What lines of the listing include the string "ゆりの木通り"? Show them all.

### Data

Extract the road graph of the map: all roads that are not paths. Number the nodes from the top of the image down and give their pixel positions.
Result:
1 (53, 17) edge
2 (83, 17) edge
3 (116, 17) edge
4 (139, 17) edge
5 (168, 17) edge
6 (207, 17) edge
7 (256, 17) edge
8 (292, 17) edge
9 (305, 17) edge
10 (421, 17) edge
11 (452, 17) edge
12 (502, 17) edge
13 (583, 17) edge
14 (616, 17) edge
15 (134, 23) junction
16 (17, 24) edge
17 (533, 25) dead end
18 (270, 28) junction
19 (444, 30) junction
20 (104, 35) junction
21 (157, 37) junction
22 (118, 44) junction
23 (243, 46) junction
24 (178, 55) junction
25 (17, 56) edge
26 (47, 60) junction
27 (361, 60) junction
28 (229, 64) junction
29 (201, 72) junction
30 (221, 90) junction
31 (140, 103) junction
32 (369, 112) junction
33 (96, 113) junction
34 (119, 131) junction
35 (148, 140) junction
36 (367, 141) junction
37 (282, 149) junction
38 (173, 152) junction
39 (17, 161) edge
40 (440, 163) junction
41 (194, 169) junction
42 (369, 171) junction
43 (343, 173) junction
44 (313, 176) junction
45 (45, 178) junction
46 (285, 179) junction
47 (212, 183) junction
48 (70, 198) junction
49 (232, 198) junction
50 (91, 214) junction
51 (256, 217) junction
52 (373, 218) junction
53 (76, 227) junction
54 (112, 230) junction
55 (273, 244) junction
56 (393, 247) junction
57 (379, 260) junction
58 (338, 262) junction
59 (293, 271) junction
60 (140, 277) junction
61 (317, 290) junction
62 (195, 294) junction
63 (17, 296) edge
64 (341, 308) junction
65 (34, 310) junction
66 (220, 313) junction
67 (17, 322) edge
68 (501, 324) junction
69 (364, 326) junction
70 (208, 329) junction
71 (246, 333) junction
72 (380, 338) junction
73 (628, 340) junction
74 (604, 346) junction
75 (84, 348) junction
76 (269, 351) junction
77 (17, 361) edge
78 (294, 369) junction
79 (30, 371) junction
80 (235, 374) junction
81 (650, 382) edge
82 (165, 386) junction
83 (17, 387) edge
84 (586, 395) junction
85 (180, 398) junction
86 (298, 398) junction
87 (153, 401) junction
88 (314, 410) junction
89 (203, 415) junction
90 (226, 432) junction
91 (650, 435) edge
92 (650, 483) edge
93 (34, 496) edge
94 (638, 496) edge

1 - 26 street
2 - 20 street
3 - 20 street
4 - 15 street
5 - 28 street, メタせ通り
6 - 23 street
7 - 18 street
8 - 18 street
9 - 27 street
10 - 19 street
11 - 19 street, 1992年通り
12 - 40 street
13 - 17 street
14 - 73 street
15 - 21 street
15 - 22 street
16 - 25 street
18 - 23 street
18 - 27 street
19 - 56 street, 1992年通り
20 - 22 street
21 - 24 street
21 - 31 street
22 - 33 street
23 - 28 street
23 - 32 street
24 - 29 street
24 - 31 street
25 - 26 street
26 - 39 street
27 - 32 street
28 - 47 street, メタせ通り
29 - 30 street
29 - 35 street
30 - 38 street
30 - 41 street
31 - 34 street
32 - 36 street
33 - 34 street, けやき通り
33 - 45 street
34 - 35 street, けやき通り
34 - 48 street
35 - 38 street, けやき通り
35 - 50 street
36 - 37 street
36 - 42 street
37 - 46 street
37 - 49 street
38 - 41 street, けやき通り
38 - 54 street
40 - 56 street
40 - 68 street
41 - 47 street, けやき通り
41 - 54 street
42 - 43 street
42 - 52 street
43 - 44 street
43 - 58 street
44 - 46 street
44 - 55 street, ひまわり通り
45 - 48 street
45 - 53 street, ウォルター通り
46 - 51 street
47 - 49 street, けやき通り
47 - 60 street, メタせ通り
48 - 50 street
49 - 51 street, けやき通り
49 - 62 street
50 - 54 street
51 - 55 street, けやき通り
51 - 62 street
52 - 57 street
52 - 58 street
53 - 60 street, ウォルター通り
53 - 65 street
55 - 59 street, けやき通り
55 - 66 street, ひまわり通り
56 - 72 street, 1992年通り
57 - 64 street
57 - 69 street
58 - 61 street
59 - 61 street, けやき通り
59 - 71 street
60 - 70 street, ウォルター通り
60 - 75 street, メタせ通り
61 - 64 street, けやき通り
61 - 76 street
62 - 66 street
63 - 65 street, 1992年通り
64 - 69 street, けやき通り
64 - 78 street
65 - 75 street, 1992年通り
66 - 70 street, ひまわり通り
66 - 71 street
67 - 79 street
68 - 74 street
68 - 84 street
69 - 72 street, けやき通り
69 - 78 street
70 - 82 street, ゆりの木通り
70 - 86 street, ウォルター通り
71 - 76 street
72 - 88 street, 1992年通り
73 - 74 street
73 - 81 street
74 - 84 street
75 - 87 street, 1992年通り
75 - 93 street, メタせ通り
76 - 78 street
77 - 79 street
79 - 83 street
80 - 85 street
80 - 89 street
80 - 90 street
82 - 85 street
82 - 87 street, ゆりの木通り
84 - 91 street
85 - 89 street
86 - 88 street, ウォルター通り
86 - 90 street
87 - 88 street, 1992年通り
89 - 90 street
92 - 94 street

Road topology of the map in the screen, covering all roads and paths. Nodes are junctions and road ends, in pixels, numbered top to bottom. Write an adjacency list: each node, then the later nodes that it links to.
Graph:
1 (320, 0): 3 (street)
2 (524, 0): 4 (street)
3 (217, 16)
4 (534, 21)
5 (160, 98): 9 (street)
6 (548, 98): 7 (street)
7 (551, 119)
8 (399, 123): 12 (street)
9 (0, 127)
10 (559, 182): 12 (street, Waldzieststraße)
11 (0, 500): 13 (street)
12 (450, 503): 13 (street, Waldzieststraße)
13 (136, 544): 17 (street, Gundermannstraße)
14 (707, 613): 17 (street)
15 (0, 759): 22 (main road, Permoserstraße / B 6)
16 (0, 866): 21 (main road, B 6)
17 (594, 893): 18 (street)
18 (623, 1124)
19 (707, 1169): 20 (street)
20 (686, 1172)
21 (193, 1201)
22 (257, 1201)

######

* Output for this task:
70 - 82 street, ゆりの木通り
82 - 87 street, ゆりの木通り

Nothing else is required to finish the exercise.